### EXERCISE DIRECTIONS
Of the lines in the data below, count the ones holding the string "Hunter", and answer with that number only.

○ ○ ○ ○ ○

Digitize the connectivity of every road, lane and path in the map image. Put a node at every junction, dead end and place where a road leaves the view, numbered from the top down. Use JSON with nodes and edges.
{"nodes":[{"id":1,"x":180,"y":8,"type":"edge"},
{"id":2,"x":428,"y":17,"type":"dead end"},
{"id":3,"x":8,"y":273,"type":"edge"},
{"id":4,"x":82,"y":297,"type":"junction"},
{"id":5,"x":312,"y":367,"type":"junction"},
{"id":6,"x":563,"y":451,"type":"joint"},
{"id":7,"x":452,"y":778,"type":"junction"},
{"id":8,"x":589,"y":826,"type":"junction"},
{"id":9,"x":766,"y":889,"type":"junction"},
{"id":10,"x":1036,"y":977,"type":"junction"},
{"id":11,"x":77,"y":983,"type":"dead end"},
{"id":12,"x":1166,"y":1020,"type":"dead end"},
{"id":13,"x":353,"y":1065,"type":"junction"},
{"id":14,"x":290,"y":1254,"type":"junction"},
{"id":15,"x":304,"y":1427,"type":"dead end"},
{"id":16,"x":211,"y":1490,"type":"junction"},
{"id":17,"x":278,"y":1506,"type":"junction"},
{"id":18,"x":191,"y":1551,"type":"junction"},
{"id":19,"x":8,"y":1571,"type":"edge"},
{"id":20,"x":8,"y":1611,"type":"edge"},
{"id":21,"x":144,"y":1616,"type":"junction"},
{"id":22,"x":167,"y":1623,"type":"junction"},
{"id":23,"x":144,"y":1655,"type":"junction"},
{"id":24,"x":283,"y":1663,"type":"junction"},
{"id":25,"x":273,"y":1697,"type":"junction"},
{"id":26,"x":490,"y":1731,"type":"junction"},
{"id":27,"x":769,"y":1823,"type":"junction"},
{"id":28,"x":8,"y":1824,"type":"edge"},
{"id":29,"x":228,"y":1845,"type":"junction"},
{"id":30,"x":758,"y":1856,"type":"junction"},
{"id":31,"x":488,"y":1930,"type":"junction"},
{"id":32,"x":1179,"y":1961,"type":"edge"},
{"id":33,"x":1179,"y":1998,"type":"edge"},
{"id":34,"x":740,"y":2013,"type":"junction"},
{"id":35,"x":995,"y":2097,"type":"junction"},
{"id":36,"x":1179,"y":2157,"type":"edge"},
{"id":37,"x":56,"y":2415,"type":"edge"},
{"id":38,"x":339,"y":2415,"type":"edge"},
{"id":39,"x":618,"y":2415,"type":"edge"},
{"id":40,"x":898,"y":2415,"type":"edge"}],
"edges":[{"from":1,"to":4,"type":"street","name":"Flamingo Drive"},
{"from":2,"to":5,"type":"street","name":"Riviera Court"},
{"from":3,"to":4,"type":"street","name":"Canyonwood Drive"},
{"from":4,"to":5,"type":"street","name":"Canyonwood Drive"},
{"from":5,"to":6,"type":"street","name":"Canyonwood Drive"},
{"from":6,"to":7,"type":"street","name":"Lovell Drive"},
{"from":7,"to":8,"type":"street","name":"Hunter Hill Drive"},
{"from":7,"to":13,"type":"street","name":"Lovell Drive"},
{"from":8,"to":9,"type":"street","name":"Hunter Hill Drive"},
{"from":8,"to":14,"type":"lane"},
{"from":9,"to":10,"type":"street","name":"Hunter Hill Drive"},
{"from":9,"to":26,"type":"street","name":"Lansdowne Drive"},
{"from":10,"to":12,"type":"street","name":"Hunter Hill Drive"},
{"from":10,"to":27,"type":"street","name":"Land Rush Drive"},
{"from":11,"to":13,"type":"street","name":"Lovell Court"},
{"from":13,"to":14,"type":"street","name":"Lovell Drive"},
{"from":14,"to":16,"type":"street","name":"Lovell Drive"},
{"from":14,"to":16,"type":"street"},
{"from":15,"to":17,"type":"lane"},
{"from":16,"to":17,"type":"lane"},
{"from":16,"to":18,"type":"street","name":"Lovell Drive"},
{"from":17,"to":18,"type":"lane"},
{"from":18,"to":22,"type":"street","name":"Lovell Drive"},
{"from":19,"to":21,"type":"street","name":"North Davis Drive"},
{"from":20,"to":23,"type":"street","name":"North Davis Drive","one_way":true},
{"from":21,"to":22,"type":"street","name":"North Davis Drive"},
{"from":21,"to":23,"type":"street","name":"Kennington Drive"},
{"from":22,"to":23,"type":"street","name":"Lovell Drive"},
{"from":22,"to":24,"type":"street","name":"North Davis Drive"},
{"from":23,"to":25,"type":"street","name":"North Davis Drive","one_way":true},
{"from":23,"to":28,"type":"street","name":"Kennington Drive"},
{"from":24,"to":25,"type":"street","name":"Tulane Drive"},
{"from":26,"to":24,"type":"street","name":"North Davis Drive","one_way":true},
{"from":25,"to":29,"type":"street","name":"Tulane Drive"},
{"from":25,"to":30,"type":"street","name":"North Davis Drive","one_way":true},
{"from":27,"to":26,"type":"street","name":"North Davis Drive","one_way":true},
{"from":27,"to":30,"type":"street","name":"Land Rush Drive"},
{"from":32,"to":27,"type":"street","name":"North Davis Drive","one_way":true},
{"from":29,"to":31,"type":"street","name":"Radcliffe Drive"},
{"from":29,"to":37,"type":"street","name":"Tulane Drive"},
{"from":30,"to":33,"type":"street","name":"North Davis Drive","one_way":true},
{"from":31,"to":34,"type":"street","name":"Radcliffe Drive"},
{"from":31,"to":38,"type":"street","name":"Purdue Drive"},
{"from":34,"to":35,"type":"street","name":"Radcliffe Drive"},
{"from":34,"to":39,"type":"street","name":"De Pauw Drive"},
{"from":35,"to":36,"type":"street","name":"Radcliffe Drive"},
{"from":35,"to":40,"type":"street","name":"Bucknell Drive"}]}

○ ○ ○ ○ ○

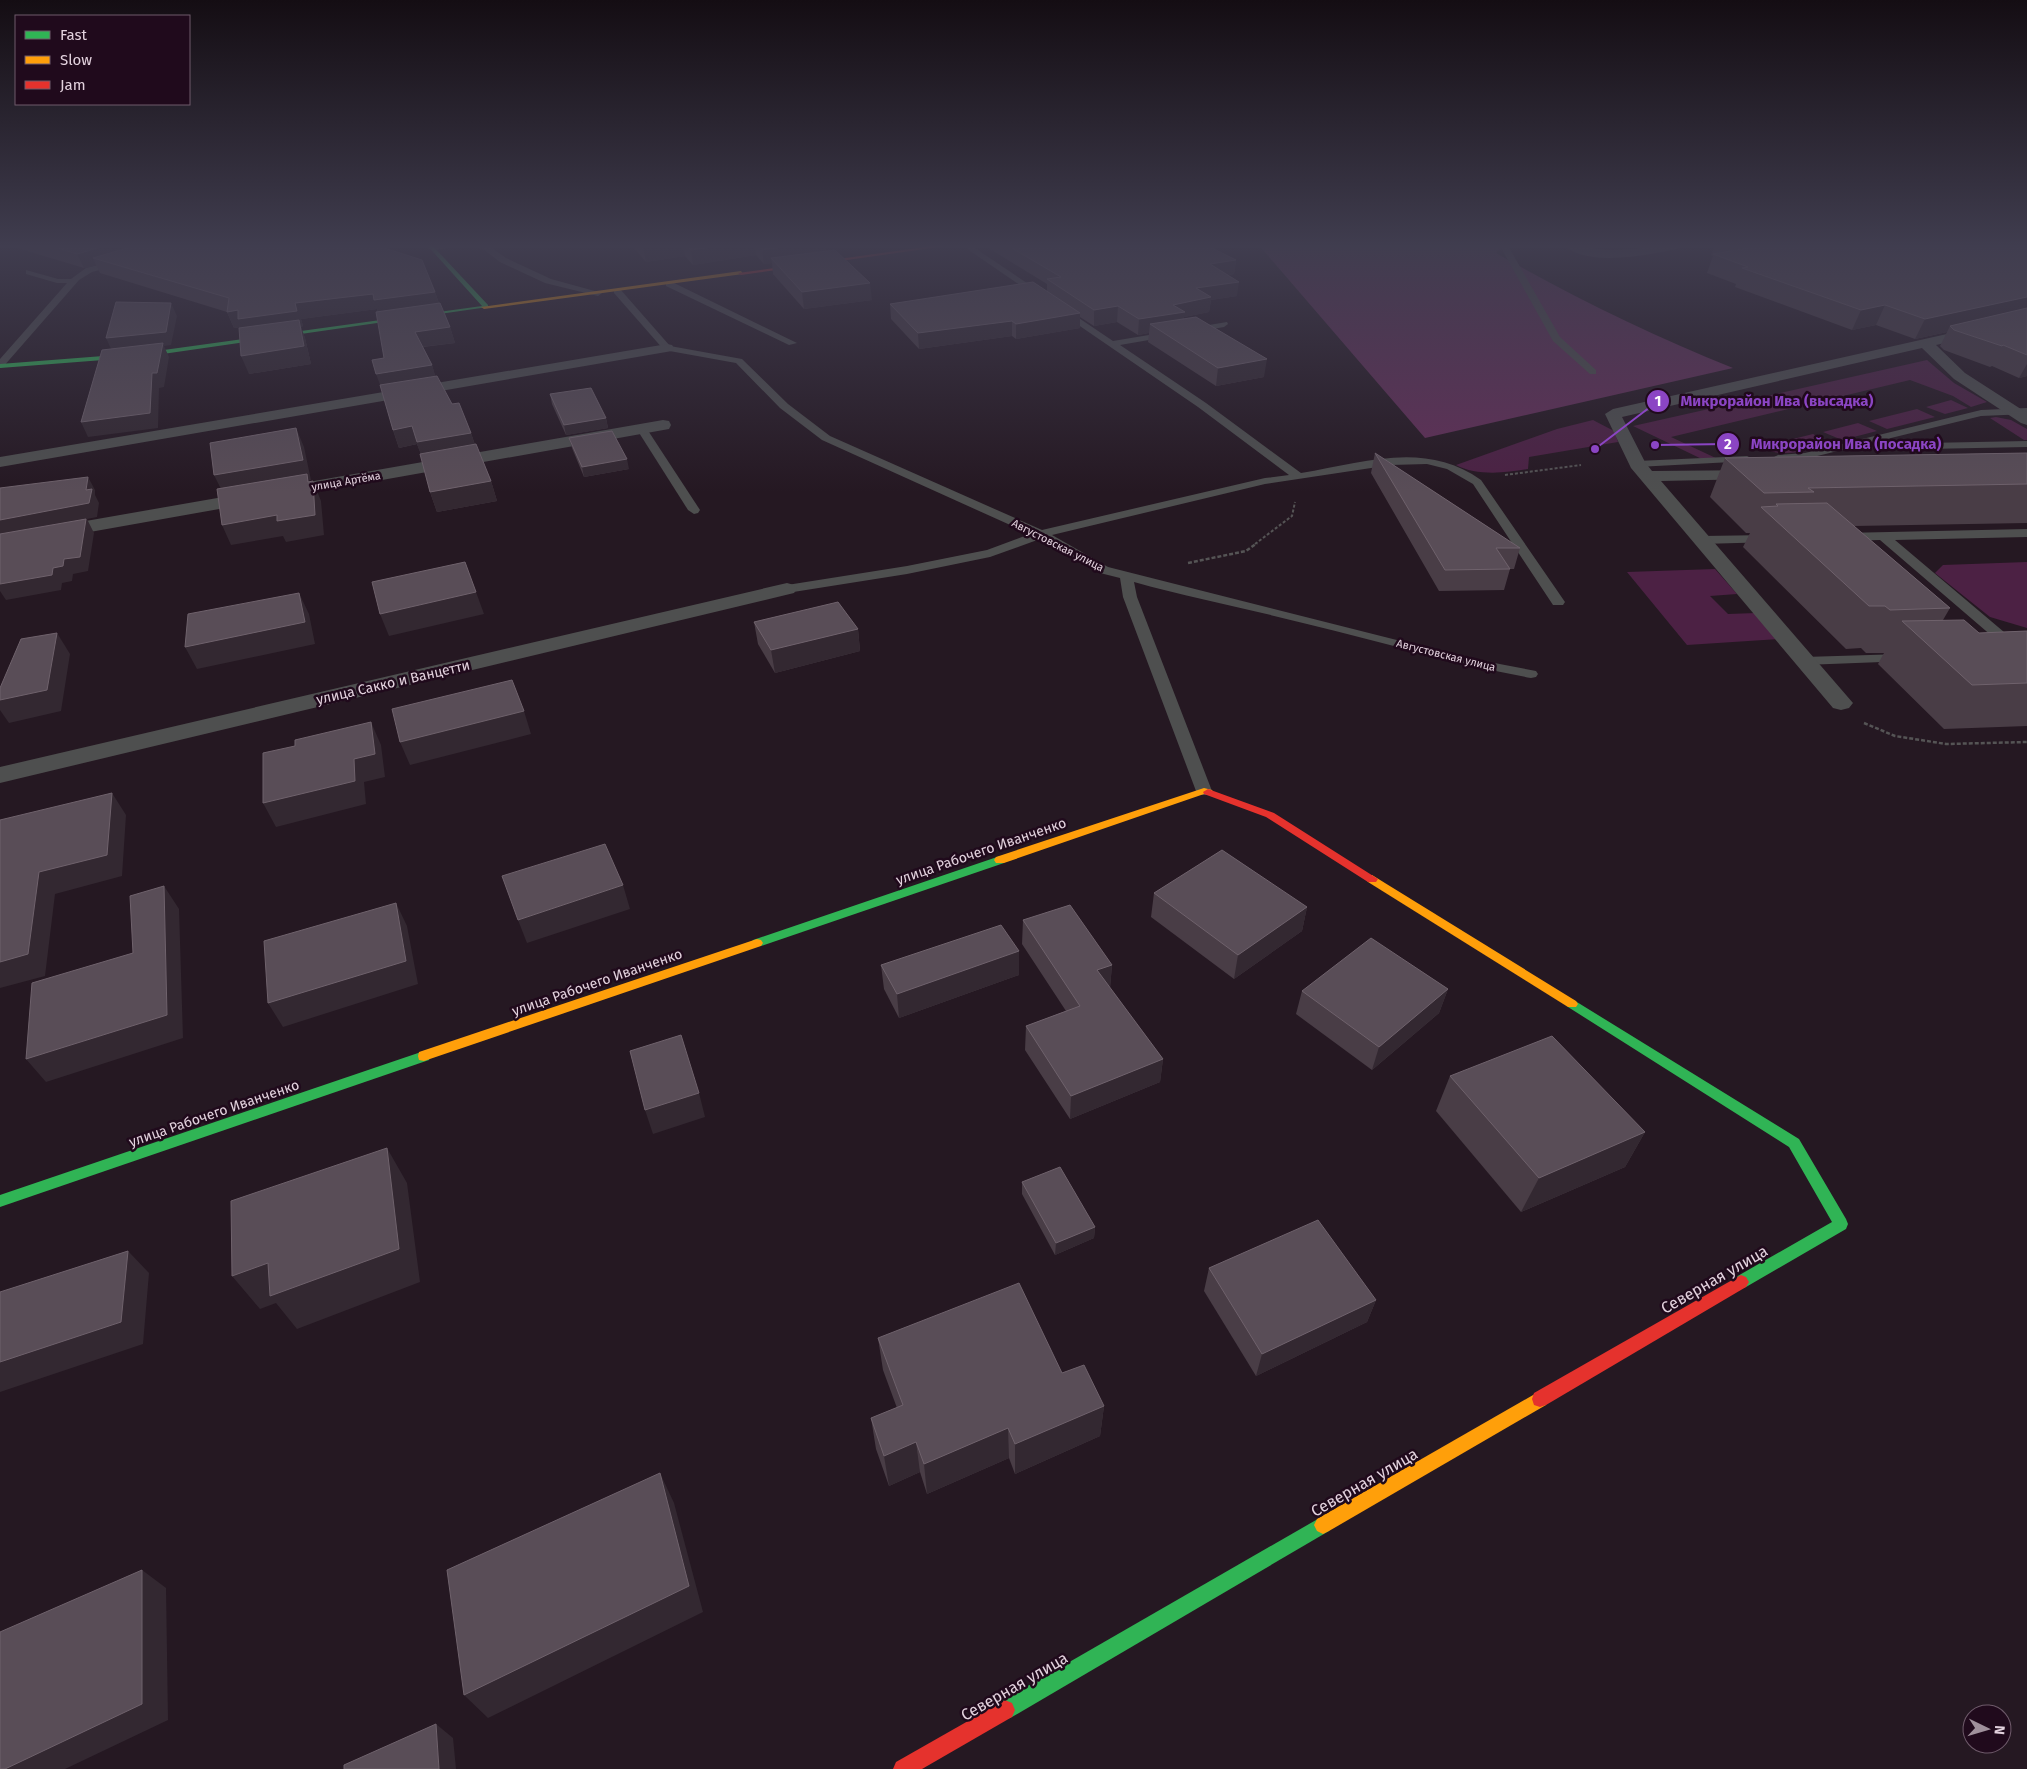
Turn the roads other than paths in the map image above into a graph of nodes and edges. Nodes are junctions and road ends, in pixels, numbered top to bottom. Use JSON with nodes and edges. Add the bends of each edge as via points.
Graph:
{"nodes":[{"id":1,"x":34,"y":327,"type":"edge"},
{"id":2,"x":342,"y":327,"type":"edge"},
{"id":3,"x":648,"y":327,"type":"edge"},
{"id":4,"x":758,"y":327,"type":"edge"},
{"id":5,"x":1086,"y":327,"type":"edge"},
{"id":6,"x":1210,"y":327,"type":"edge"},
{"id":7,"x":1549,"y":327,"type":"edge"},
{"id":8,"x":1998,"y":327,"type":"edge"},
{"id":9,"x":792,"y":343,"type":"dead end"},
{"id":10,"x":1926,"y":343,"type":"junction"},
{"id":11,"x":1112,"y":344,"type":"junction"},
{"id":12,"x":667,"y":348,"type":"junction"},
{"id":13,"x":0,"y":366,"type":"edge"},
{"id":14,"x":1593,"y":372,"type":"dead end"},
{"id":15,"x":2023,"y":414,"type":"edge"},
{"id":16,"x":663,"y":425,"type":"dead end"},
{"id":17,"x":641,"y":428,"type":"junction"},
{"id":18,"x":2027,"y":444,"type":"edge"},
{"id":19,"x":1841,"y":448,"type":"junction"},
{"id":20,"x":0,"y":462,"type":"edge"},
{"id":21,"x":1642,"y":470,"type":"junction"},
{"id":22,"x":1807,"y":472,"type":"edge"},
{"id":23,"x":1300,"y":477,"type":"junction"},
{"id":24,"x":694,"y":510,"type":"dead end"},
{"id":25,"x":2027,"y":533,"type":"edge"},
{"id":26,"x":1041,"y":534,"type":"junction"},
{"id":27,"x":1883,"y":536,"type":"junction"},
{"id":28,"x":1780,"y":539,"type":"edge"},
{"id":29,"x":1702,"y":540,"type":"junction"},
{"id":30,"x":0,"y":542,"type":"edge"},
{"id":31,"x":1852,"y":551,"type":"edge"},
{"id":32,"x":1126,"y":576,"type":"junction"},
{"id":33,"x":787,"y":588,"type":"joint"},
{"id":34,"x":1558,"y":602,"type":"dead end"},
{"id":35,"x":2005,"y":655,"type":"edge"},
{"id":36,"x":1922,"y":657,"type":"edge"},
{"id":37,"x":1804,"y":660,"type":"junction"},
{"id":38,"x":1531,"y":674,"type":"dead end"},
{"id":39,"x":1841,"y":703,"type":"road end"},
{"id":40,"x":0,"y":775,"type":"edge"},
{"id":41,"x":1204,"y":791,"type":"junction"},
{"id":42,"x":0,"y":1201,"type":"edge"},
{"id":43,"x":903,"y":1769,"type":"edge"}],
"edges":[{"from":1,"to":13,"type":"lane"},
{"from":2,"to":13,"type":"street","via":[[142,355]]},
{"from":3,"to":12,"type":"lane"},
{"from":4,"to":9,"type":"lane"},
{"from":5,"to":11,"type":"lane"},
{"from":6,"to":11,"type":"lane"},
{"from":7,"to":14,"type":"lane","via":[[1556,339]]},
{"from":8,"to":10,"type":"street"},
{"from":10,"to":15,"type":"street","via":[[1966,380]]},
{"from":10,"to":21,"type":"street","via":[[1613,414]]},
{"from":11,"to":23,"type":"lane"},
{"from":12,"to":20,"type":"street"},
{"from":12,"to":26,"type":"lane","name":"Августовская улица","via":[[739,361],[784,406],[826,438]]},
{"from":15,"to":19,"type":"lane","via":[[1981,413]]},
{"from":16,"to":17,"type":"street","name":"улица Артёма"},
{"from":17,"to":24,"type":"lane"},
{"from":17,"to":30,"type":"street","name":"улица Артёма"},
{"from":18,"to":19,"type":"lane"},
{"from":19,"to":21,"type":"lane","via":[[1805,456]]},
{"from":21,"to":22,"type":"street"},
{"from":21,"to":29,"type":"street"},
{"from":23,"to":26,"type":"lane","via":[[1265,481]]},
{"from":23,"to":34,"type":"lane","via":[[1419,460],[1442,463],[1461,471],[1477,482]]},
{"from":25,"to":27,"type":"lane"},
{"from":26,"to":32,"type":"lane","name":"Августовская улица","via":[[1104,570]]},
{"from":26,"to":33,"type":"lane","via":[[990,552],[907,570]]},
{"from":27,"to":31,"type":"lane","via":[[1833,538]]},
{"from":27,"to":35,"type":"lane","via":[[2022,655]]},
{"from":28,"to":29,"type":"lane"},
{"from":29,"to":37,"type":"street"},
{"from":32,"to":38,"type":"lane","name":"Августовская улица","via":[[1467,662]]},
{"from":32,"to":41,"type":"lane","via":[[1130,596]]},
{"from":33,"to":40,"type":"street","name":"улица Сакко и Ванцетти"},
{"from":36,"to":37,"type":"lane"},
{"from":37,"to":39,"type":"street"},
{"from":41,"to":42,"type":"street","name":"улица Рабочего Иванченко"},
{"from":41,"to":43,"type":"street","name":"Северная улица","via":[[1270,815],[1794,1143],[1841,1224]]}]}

○ ○ ○ ○ ○

### WRITTEN SOLUTION
4